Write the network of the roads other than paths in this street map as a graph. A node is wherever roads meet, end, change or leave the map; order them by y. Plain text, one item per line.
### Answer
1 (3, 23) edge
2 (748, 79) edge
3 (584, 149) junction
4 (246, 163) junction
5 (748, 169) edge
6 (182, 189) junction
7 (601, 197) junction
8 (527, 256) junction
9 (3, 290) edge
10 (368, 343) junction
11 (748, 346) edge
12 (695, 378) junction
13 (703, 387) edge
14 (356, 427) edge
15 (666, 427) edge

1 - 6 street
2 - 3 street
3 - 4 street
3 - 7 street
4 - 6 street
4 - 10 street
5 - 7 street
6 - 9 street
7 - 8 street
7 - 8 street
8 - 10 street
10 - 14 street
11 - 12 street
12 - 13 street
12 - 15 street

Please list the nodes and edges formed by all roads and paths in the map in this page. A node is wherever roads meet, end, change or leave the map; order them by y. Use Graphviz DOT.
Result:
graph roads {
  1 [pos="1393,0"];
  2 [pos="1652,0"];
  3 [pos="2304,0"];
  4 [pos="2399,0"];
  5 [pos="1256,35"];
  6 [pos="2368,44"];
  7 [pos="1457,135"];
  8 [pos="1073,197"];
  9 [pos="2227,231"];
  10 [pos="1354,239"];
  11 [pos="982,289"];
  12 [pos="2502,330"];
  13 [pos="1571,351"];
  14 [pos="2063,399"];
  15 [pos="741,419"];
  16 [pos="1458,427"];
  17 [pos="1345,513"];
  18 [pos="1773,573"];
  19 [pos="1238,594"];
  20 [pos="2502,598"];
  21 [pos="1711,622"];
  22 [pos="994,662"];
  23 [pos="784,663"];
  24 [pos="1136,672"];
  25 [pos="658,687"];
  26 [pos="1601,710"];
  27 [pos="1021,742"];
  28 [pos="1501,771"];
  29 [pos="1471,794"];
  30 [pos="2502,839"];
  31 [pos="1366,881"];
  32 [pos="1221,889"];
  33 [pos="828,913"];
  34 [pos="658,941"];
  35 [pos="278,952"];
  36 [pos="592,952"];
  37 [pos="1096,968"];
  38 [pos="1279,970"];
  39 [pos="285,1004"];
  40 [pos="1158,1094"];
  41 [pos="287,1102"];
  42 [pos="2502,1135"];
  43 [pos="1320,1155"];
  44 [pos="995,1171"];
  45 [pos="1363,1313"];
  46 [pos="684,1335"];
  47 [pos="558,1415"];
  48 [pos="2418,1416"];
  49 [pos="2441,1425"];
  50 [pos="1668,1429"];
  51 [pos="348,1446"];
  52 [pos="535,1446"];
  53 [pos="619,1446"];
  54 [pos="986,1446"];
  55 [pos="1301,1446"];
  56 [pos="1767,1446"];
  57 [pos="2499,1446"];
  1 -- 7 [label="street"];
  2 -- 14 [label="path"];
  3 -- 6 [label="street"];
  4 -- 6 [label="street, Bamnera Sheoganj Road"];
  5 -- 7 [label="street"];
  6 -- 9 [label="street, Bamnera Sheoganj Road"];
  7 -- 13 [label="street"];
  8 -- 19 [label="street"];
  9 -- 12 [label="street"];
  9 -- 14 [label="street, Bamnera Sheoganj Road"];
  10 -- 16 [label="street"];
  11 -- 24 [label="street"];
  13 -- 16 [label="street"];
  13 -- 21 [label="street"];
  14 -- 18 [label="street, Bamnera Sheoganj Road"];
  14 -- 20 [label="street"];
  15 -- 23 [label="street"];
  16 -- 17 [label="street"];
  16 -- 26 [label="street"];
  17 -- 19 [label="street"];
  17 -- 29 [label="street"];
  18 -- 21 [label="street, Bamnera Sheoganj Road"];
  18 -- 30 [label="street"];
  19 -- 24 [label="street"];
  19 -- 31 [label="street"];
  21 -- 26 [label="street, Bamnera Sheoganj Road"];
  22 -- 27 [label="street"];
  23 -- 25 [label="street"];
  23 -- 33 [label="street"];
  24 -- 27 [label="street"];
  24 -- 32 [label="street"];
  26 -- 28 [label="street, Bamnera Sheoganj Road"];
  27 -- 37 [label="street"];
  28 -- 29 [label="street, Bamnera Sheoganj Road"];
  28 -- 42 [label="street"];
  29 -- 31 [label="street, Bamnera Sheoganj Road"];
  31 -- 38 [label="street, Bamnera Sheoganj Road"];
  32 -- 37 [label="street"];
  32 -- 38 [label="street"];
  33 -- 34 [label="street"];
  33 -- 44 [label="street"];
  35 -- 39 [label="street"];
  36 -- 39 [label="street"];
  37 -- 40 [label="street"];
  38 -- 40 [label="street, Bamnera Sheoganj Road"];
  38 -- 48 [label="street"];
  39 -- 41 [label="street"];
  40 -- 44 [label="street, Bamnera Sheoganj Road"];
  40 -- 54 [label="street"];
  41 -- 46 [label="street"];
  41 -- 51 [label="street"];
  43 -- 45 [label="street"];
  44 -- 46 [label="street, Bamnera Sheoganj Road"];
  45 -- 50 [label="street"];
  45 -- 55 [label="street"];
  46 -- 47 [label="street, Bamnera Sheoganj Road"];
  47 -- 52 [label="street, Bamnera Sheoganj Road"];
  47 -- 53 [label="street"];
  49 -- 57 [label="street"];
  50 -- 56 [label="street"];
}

> **TASK OBJECTIVE**
Where the string "junction" turns up in a line of the data above, copy that whole line.

> **RESPONSE BOX**
3 (584, 149) junction
4 (246, 163) junction
6 (182, 189) junction
7 (601, 197) junction
8 (527, 256) junction
10 (368, 343) junction
12 (695, 378) junction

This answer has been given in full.